#### Records for the exercise ####

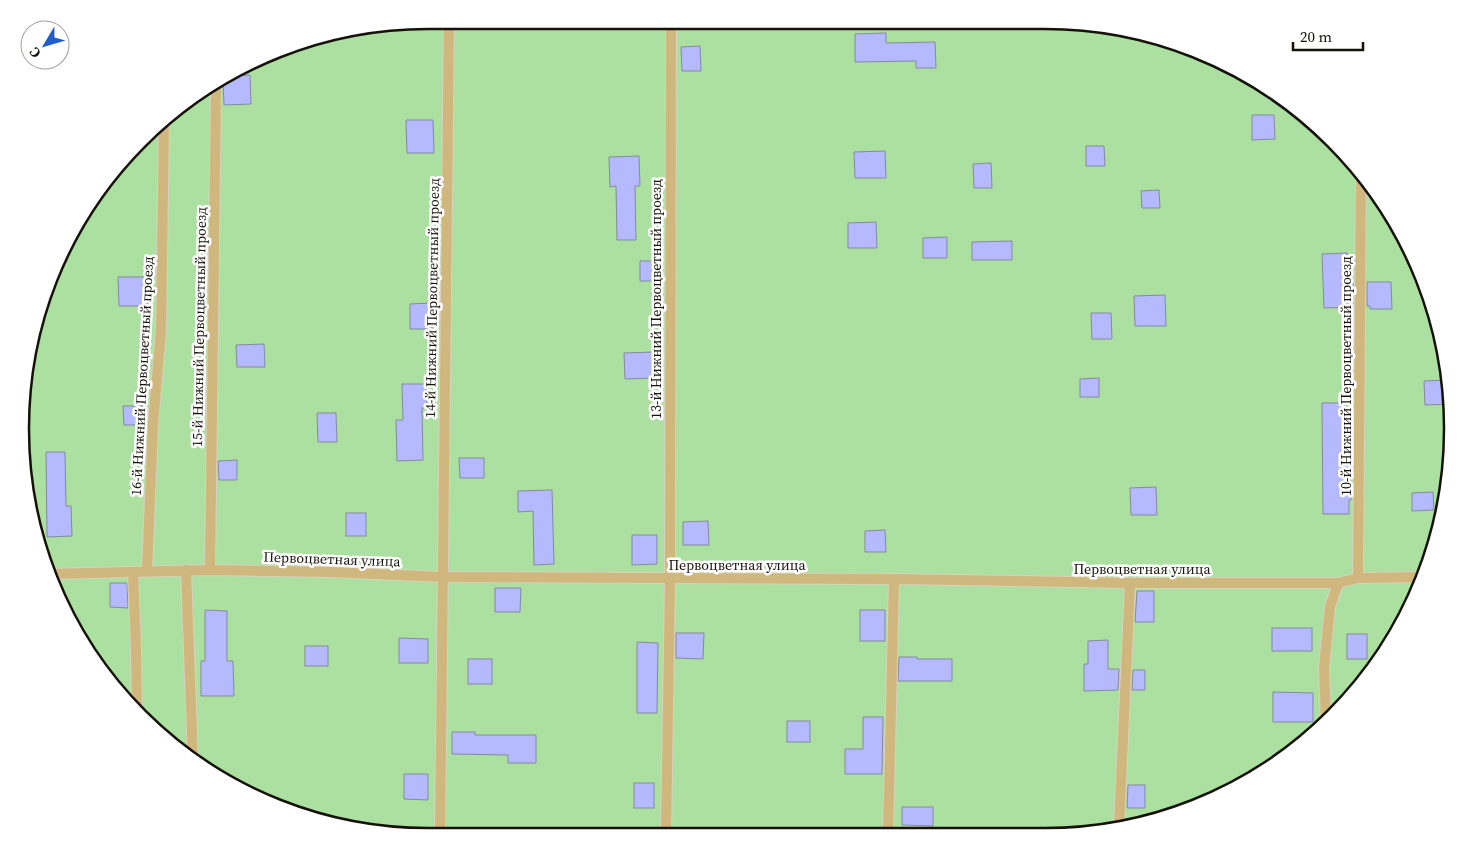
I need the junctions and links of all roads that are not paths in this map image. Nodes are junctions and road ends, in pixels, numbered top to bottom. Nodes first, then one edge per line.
1 (449, 29) edge
2 (671, 29) edge
3 (216, 90) edge
4 (164, 129) edge
5 (1361, 184) edge
6 (186, 570) junction
7 (210, 570) junction
8 (148, 571) junction
9 (133, 572) junction
10 (56, 574) edge
11 (443, 577) junction
12 (1415, 577) edge
13 (670, 578) junction
14 (1358, 578) junction
15 (894, 579) junction
16 (1130, 583) junction
17 (1338, 583) junction
18 (137, 701) edge
19 (1326, 712) edge
20 (193, 751) edge
21 (1119, 821) edge
22 (440, 828) edge
23 (666, 828) edge
24 (888, 828) edge

1 - 11 lane, 14-й Нижний Первоцветный проезд
2 - 13 lane, 13-й Нижний Первоцветный проезд
3 - 7 lane, 15-й Нижний Первоцветный проезд
4 - 8 lane, 16-й Нижний Первоцветный проезд
5 - 14 lane, 10-й Нижний Первоцветный проезд
6 - 7 lane, Первоцветная улица
6 - 8 lane, Первоцветная улица
6 - 20 lane
7 - 11 lane, Первоцветная улица
8 - 9 lane, Первоцветная улица
9 - 10 lane, Первоцветная улица
9 - 18 lane
11 - 13 lane, Первоцветная улица
11 - 22 lane, 14-й Нижний Первоцветный проезд
12 - 14 lane, Первоцветная улица
13 - 15 lane, Первоцветная улица
13 - 23 lane, 13-й Нижний Первоцветный проезд
14 - 17 lane, Первоцветная улица
15 - 16 lane, Первоцветная улица
15 - 24 lane
16 - 17 lane, Первоцветная улица
16 - 21 lane
17 - 19 lane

####

> [Required action]
Return every line above word for word, minus images.

> [Written reply]
I need the junctions and links of all roads that are not paths in this map image. Nodes are junctions and road ends, in pixels, numbered top to bottom. Nodes first, then one edge per line.
1 (449, 29) edge
2 (671, 29) edge
3 (216, 90) edge
4 (164, 129) edge
5 (1361, 184) edge
6 (186, 570) junction
7 (210, 570) junction
8 (148, 571) junction
9 (133, 572) junction
10 (56, 574) edge
11 (443, 577) junction
12 (1415, 577) edge
13 (670, 578) junction
14 (1358, 578) junction
15 (894, 579) junction
16 (1130, 583) junction
17 (1338, 583) junction
18 (137, 701) edge
19 (1326, 712) edge
20 (193, 751) edge
21 (1119, 821) edge
22 (440, 828) edge
23 (666, 828) edge
24 (888, 828) edge

1 - 11 lane, 14-й Нижний Первоцветный проезд
2 - 13 lane, 13-й Нижний Первоцветный проезд
3 - 7 lane, 15-й Нижний Первоцветный проезд
4 - 8 lane, 16-й Нижний Первоцветный проезд
5 - 14 lane, 10-й Нижний Первоцветный проезд
6 - 7 lane, Первоцветная улица
6 - 8 lane, Первоцветная улица
6 - 20 lane
7 - 11 lane, Первоцветная улица
8 - 9 lane, Первоцветная улица
9 - 10 lane, Первоцветная улица
9 - 18 lane
11 - 13 lane, Первоцветная улица
11 - 22 lane, 14-й Нижний Первоцветный проезд
12 - 14 lane, Первоцветная улица
13 - 15 lane, Первоцветная улица
13 - 23 lane, 13-й Нижний Первоцветный проезд
14 - 17 lane, Первоцветная улица
15 - 16 lane, Первоцветная улица
15 - 24 lane
16 - 17 lane, Первоцветная улица
16 - 21 lane
17 - 19 lane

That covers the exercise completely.